The Coliseum, where the novel reaches its climax is symbolic of lost innocence, which as previously noted is a concurrent theme throughout Daisy Miller.  Toward the end of the novel, Daisy is at the Coliseum with the Italian gentleman she traversed around Italy with out the benefit of a chaperone. The Coliseum has its place in history for the Christian martyrdom.  When Winterbourne encounters the couple at the Coliseum he hears Daisy tell her Italian escort:

“...he looks at us as one of the old lions or tigers may have looked at the Christian martyrs!” (James, 2001, 73)

In an equally symbolic manner, it is at this venue, the Coliseum, where Winterbourne decides that Daisy is not innocent and he is determined to expunge her from his heart and mind.  He concludes that she is beyond saving and not worth his troubles. (James, 2001, 74)

The two cities featured in Daisy Miller are also symbolic of the distinction between American and European cultures.  Although Geneva is referred to as “the dark old city at the other end of the lake,” (James, 2001, 29) and is the place where Winterbourne calls home, it is the place from which Calvinism originated, a sect which has had a lot of influence on American culture. (Wardley, 1991, 232-254)

Rome on the other hand is deeply connected to the refined and proper characters in James’ Daisy Miller,  such as Winterbourne, Mrs. Walker and Mrs. Costello.  Rome is also characterized by a number of contrasts.  For example it is the place for which ancient civilization is associated and it is also the cornerstone of the Renaissance.  Rome also represents triumph as much as it represents corruption.  Moreover, it is a city where its own prowess was self-destructive. (Wardley, 1991, 232-254)

Perhaps more importantly, Rome represents ruins which is symbolic of death and extinction.  In this way the city of Rome is symbolic of everything that Daisy herself is not.  Daisy is refreshing and new, she is youthful and frank as well as innocent and naive. (Wardley, 1991, 232-254)

Another important symbol in Daisy Miller is the portrait of Pope Innocent X.  It represents the hypocrisy of both American and European aristocracy offset against the unrelenting prejudice against Daisy Miller who represents nature and candour.  The following excerpt which accompanies the introduction of the portrait which hangs above Winterbourne and a friend adequately conveys its symbolism:

“His friend...said: ‘And in the same cabinet, by the way, I enjoyed sight of an image of a different kind; that little American who's so much more a work of nature than of art and whom you pointed out to me last week.’ In answer to Winterbourne's enquiries his friend narrated that the little American–prettier now than ever–was seated with a companion in the secluded nook in which the papal presence is enshrined.” (James, 2001, 65)

Finally, the Roman Fever which Daisy contracts that night at the Coliseum and suffers death as result of it symbolized the fatal impact of those that judge and criticize Daisy Miller.  In the end, she give her mother a message to pass along to Winterbourne before she passes away.  The message is that she did care what Mr.

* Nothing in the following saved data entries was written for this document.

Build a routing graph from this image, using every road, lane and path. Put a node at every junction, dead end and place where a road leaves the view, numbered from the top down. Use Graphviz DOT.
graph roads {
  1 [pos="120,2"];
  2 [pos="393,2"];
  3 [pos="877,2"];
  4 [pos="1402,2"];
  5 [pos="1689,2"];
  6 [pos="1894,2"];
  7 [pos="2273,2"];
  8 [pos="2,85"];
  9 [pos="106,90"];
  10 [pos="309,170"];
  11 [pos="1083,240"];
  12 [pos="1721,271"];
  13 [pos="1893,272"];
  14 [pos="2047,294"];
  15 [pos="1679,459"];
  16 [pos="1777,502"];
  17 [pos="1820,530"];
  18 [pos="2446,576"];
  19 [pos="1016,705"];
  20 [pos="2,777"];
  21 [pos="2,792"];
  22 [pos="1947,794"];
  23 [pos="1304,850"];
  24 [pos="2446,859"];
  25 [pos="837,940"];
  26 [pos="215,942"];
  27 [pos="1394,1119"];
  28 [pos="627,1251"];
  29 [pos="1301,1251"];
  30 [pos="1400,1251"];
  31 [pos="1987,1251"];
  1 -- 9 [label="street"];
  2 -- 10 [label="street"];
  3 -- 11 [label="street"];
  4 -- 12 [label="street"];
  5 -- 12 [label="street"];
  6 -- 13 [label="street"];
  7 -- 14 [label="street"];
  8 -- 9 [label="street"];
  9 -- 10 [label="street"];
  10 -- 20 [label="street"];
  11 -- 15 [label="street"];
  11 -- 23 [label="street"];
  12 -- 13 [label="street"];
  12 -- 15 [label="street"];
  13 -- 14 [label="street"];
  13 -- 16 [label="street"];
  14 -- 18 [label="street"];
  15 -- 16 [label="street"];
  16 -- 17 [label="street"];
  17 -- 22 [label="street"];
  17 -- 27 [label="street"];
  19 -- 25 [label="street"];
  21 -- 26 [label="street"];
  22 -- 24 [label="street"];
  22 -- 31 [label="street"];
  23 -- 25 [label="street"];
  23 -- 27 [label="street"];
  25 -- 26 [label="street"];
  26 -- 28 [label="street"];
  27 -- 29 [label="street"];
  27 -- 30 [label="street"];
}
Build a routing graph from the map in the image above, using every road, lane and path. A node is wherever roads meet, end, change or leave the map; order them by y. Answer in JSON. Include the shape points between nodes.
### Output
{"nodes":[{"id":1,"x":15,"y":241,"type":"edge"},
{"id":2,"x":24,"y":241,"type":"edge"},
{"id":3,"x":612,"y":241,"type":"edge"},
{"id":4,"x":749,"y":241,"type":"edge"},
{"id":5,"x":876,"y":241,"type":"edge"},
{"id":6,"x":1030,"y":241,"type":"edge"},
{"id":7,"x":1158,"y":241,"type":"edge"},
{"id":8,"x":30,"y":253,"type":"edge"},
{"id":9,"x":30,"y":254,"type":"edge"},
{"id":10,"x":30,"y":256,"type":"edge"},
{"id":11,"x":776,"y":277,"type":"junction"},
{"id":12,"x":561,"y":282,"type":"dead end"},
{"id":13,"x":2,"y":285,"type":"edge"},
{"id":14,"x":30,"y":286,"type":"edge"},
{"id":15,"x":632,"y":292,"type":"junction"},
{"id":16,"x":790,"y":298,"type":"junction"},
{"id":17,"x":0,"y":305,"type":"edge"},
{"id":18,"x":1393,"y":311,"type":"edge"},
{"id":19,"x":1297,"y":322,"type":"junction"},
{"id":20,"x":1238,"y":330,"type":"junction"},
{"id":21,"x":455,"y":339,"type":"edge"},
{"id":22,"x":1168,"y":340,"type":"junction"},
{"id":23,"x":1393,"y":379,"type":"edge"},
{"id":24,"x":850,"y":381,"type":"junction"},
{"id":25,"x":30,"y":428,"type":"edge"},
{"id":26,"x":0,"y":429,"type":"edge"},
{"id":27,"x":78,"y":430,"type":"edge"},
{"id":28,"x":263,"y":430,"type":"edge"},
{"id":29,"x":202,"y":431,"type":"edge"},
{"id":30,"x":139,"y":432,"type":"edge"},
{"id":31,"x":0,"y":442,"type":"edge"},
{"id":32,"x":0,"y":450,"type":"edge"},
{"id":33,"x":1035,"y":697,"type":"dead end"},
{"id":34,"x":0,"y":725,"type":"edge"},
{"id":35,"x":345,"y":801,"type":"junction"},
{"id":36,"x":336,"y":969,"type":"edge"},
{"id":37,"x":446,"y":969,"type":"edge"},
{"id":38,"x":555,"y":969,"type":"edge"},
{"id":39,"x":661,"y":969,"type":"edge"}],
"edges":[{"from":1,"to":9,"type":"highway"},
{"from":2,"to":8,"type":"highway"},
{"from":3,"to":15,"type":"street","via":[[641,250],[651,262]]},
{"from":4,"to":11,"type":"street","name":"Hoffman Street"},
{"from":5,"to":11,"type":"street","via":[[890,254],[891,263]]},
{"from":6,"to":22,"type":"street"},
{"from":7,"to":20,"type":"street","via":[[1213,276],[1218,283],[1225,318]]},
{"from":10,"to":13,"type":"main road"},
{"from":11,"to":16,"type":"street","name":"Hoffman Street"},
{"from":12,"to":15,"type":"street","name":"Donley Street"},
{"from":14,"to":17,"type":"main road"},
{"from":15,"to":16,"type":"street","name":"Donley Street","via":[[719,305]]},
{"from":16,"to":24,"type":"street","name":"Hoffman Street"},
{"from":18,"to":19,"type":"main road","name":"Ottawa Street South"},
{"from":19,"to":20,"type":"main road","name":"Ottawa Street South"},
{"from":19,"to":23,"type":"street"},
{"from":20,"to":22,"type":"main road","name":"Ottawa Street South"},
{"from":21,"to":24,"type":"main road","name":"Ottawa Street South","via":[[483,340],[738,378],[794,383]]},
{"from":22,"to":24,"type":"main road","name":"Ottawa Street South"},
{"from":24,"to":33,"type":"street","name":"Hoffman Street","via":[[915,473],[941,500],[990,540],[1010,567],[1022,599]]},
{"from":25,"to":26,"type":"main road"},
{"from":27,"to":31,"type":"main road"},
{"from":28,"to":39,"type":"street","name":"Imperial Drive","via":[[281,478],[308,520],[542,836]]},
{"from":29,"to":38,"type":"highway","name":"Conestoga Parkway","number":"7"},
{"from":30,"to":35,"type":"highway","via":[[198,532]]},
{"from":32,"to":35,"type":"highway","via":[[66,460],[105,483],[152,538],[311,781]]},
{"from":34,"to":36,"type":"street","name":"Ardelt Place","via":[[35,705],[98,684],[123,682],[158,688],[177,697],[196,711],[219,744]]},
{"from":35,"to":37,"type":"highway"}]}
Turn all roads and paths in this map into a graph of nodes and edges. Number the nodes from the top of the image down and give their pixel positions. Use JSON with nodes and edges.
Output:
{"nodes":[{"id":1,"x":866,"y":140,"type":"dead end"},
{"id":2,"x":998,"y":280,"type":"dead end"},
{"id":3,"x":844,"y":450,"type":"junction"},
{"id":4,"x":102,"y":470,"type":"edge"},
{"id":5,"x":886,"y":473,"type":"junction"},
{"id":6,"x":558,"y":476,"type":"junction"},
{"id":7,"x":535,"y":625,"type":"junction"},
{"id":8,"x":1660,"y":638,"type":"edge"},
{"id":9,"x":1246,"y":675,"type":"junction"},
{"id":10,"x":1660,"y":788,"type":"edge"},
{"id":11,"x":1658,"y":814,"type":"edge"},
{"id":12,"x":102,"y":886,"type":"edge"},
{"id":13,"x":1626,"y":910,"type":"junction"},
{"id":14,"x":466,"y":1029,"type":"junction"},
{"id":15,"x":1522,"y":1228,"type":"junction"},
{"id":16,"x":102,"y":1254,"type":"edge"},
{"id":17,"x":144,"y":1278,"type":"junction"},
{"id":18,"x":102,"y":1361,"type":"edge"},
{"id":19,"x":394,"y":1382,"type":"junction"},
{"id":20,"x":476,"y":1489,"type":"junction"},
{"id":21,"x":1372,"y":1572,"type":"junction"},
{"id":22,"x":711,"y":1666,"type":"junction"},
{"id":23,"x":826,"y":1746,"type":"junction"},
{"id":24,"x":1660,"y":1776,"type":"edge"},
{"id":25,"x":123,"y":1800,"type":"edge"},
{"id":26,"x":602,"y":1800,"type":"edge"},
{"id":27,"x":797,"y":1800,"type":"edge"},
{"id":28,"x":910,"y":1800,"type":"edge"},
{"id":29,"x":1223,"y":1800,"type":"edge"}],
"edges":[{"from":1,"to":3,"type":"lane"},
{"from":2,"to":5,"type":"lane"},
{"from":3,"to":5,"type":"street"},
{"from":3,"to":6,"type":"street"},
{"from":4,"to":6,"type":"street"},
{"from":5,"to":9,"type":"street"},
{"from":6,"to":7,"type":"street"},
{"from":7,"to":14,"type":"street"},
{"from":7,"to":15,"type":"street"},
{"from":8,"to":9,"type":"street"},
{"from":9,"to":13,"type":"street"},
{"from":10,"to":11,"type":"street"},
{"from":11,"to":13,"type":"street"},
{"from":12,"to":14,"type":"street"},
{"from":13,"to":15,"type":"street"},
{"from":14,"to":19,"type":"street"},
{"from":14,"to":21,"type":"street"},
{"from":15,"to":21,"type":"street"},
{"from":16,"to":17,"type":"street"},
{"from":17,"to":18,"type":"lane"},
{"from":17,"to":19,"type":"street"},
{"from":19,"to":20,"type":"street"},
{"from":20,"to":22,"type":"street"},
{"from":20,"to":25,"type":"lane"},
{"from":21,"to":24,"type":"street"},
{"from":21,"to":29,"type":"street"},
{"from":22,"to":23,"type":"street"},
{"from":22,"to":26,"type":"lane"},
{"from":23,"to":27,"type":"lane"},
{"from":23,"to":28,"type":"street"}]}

Winterbourne had thought of her all along.  This message, although lost on Winterbourne immediately does find meaning with him a year later when he tells his aunt that he had been gravely mistaken and that perhaps he’d been in Europe for far too long.  Despite this revelation he returns to Geneva.

The clash of cultures were obviously unresolved even with Daisy’s death.  The only change observed was the admission from Winterbourne that he had perhaps judged Daisy far too harshly and that it rush to judgment had come from the long influence Europe had on him.  Be that as it may, it appears that nothing changed for him at all.  His return to Geneva symbolizes a return to this former way of life.  A life that was as unfulfilling as it was artificial.